▶ _Problem details_
Return each record shown below exactly, with none omitted.

(Collected data)
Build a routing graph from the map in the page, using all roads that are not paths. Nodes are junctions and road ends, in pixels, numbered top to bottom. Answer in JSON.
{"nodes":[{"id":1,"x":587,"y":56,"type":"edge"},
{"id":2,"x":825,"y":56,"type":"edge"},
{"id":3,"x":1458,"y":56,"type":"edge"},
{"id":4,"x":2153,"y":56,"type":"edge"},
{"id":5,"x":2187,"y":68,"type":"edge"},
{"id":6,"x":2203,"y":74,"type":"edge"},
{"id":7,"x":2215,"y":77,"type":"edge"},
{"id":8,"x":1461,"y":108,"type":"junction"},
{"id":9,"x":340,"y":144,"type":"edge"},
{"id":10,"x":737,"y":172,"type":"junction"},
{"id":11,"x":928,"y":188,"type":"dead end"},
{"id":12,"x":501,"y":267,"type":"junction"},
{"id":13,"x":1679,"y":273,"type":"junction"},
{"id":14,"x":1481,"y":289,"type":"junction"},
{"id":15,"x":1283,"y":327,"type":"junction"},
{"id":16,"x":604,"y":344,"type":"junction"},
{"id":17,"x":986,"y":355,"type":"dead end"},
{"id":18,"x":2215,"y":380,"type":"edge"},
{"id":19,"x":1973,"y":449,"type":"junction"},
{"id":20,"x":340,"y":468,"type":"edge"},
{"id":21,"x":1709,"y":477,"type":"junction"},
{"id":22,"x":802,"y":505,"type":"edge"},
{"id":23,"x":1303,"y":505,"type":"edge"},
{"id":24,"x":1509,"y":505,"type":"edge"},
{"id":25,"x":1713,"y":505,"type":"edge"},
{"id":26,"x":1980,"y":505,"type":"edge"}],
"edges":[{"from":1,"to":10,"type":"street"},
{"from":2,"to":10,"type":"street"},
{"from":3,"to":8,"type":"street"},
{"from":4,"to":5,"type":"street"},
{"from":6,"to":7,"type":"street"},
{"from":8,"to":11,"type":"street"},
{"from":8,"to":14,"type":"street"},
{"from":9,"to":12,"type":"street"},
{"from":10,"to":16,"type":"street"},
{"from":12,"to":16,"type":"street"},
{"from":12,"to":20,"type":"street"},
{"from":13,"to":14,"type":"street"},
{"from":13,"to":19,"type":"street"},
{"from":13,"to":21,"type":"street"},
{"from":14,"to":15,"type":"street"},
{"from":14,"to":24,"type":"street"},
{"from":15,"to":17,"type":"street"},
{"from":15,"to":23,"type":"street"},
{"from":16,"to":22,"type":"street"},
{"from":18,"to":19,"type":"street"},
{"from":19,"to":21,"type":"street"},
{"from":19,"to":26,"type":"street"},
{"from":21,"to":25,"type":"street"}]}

▶ _Answer to the problem_
Build a routing graph from the map in the page, using all roads that are not paths. Nodes are junctions and road ends, in pixels, numbered top to bottom. Answer in JSON.
{"nodes":[{"id":1,"x":587,"y":56,"type":"edge"},
{"id":2,"x":825,"y":56,"type":"edge"},
{"id":3,"x":1458,"y":56,"type":"edge"},
{"id":4,"x":2153,"y":56,"type":"edge"},
{"id":5,"x":2187,"y":68,"type":"edge"},
{"id":6,"x":2203,"y":74,"type":"edge"},
{"id":7,"x":2215,"y":77,"type":"edge"},
{"id":8,"x":1461,"y":108,"type":"junction"},
{"id":9,"x":340,"y":144,"type":"edge"},
{"id":10,"x":737,"y":172,"type":"junction"},
{"id":11,"x":928,"y":188,"type":"dead end"},
{"id":12,"x":501,"y":267,"type":"junction"},
{"id":13,"x":1679,"y":273,"type":"junction"},
{"id":14,"x":1481,"y":289,"type":"junction"},
{"id":15,"x":1283,"y":327,"type":"junction"},
{"id":16,"x":604,"y":344,"type":"junction"},
{"id":17,"x":986,"y":355,"type":"dead end"},
{"id":18,"x":2215,"y":380,"type":"edge"},
{"id":19,"x":1973,"y":449,"type":"junction"},
{"id":20,"x":340,"y":468,"type":"edge"},
{"id":21,"x":1709,"y":477,"type":"junction"},
{"id":22,"x":802,"y":505,"type":"edge"},
{"id":23,"x":1303,"y":505,"type":"edge"},
{"id":24,"x":1509,"y":505,"type":"edge"},
{"id":25,"x":1713,"y":505,"type":"edge"},
{"id":26,"x":1980,"y":505,"type":"edge"}],
"edges":[{"from":1,"to":10,"type":"street"},
{"from":2,"to":10,"type":"street"},
{"from":3,"to":8,"type":"street"},
{"from":4,"to":5,"type":"street"},
{"from":6,"to":7,"type":"street"},
{"from":8,"to":11,"type":"street"},
{"from":8,"to":14,"type":"street"},
{"from":9,"to":12,"type":"street"},
{"from":10,"to":16,"type":"street"},
{"from":12,"to":16,"type":"street"},
{"from":12,"to":20,"type":"street"},
{"from":13,"to":14,"type":"street"},
{"from":13,"to":19,"type":"street"},
{"from":13,"to":21,"type":"street"},
{"from":14,"to":15,"type":"street"},
{"from":14,"to":24,"type":"street"},
{"from":15,"to":17,"type":"street"},
{"from":15,"to":23,"type":"street"},
{"from":16,"to":22,"type":"street"},
{"from":18,"to":19,"type":"street"},
{"from":19,"to":21,"type":"street"},
{"from":19,"to":26,"type":"street"},
{"from":21,"to":25,"type":"street"}]}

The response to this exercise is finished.